◆ YOUR OBJECTIVE:
Please report each line of the data below that contains "dead".

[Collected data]
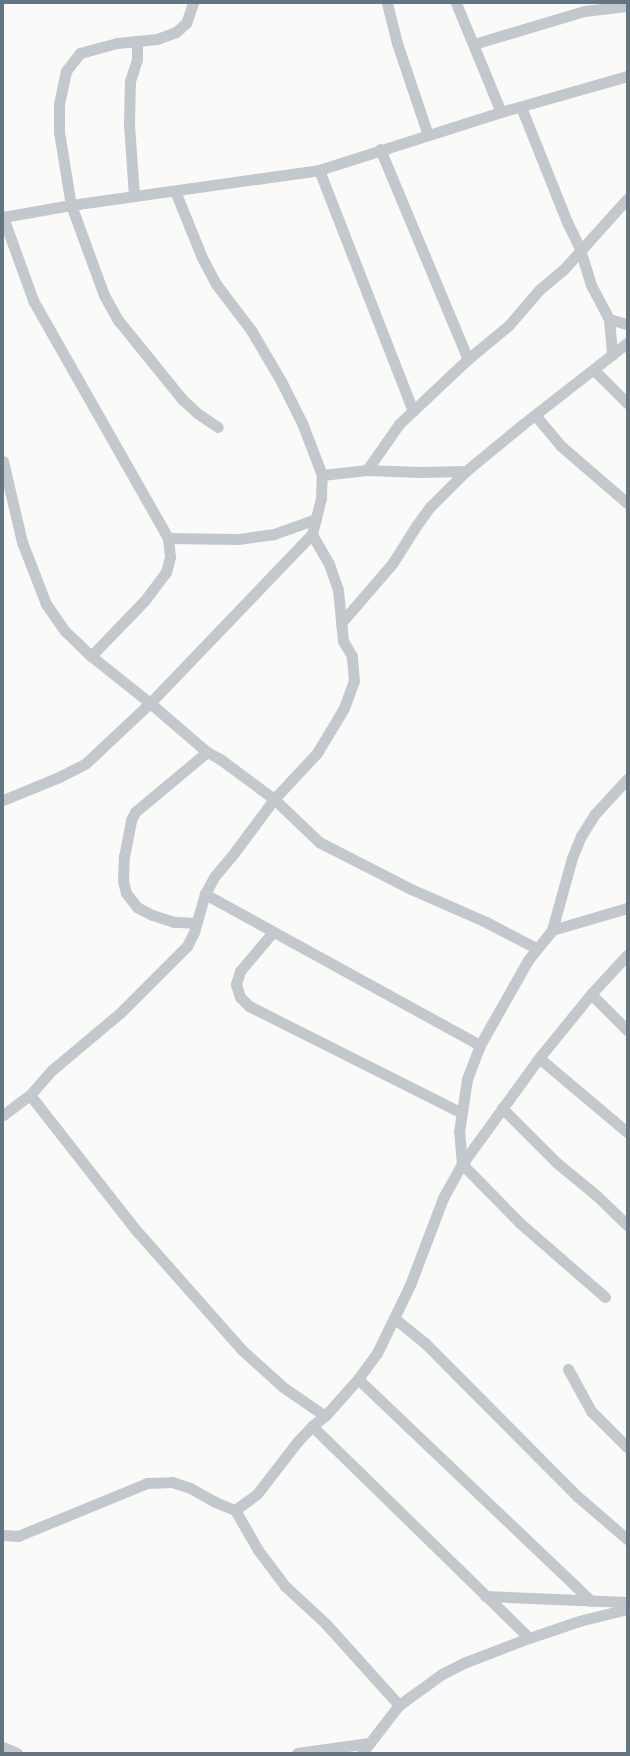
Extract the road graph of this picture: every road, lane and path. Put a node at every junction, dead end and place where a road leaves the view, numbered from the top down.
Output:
1 (194, 3) edge
2 (387, 3) edge
3 (456, 3) edge
4 (627, 6) edge
5 (137, 41) junction
6 (474, 44) junction
7 (627, 76) edge
8 (521, 106) junction
9 (501, 112) junction
10 (428, 135) junction
11 (380, 149) junction
12 (319, 170) junction
13 (175, 191) junction
14 (134, 196) junction
15 (627, 199) edge
16 (71, 205) junction
17 (580, 249) junction
18 (609, 319) junction
19 (627, 324) edge
20 (627, 343) edge
21 (612, 355) junction
22 (468, 359) junction
23 (594, 370) junction
24 (627, 403) edge
25 (413, 411) junction
26 (535, 415) junction
27 (218, 426) dead end
28 (3, 461) edge
29 (367, 470) junction
30 (466, 471) junction
31 (322, 475) junction
32 (627, 503) edge
33 (316, 519) junction
34 (312, 534) junction
35 (168, 538) junction
36 (340, 623) junction
37 (91, 656) junction
38 (150, 703) junction
39 (207, 752) junction
40 (627, 779) edge
41 (274, 799) junction
42 (3, 800) edge
43 (205, 894) junction
44 (627, 908) edge
45 (196, 923) junction
46 (552, 930) junction
47 (273, 932) junction
48 (536, 948) junction
49 (627, 955) edge
50 (591, 994) junction
51 (627, 1030) edge
52 (480, 1045) junction
53 (539, 1058) junction
54 (30, 1095) junction
55 (502, 1108) junction
56 (462, 1113) junction
57 (3, 1115) edge
58 (627, 1132) edge
59 (462, 1164) junction
60 (627, 1225) edge
61 (605, 1297) dead end
62 (394, 1318) junction
63 (568, 1369) dead end
64 (358, 1379) junction
65 (325, 1416) junction
66 (312, 1426) junction
67 (627, 1447) edge
68 (235, 1510) junction
69 (3, 1535) edge
70 (627, 1539) edge
71 (485, 1596) junction
72 (591, 1601) junction
73 (627, 1602) edge
74 (627, 1609) edge
75 (529, 1638) junction
76 (399, 1705) junction
77 (369, 1743) junction
78 (3, 1747) edge
79 (17, 1753) edge
80 (296, 1753) edge
81 (362, 1753) edge

1 - 5 street
2 - 10 street
3 - 6 street
4 - 6 street
5 - 14 street
5 - 16 street
6 - 9 street
7 - 8 street
8 - 9 street
8 - 17 street
9 - 10 street
10 - 11 street
11 - 12 street
11 - 22 street
12 - 13 street
12 - 25 street
13 - 14 street
13 - 31 street
14 - 16 street
15 - 17 street
16 - 27 street
16 - 35 street
17 - 18 street
17 - 22 street
18 - 19 street
18 - 21 street
20 - 21 street
21 - 23 street
22 - 25 street
23 - 24 street
23 - 26 street
25 - 29 street
26 - 30 street
26 - 32 street
28 - 37 street
29 - 30 street
29 - 31 street
30 - 36 street
31 - 33 street
33 - 34 street
33 - 35 street
34 - 36 street
34 - 38 street
35 - 37 street
36 - 41 street
37 - 38 street
38 - 39 street
38 - 42 street
39 - 41 street
39 - 45 street
40 - 46 street
41 - 43 street
41 - 48 street
43 - 45 street
43 - 47 street
44 - 46 street
45 - 54 street
46 - 48 street
47 - 52 street
47 - 56 street
48 - 52 street
49 - 50 street
50 - 51 street
50 - 53 street
52 - 56 street
53 - 55 street
53 - 58 street
54 - 57 street
54 - 65 street
55 - 59 street
55 - 60 street
56 - 59 street
59 - 61 street
59 - 62 street
62 - 64 street
62 - 70 street
63 - 67 street
64 - 65 street
64 - 72 street
65 - 66 street
66 - 68 street
66 - 71 street
68 - 69 street
68 - 76 street
71 - 72 street
71 - 75 street
72 - 73 street
74 - 75 street
75 - 76 street
76 - 77 street
77 - 80 street
77 - 81 street
78 - 79 street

◆ REPLY TO THE EXERCISE:
Extract the road graph of this picture: every road, lane and path. Put a node at every junction, dead end and place where a road leaves the view, numbered from the top down.
27 (218, 426) dead end
61 (605, 1297) dead end
63 (568, 1369) dead end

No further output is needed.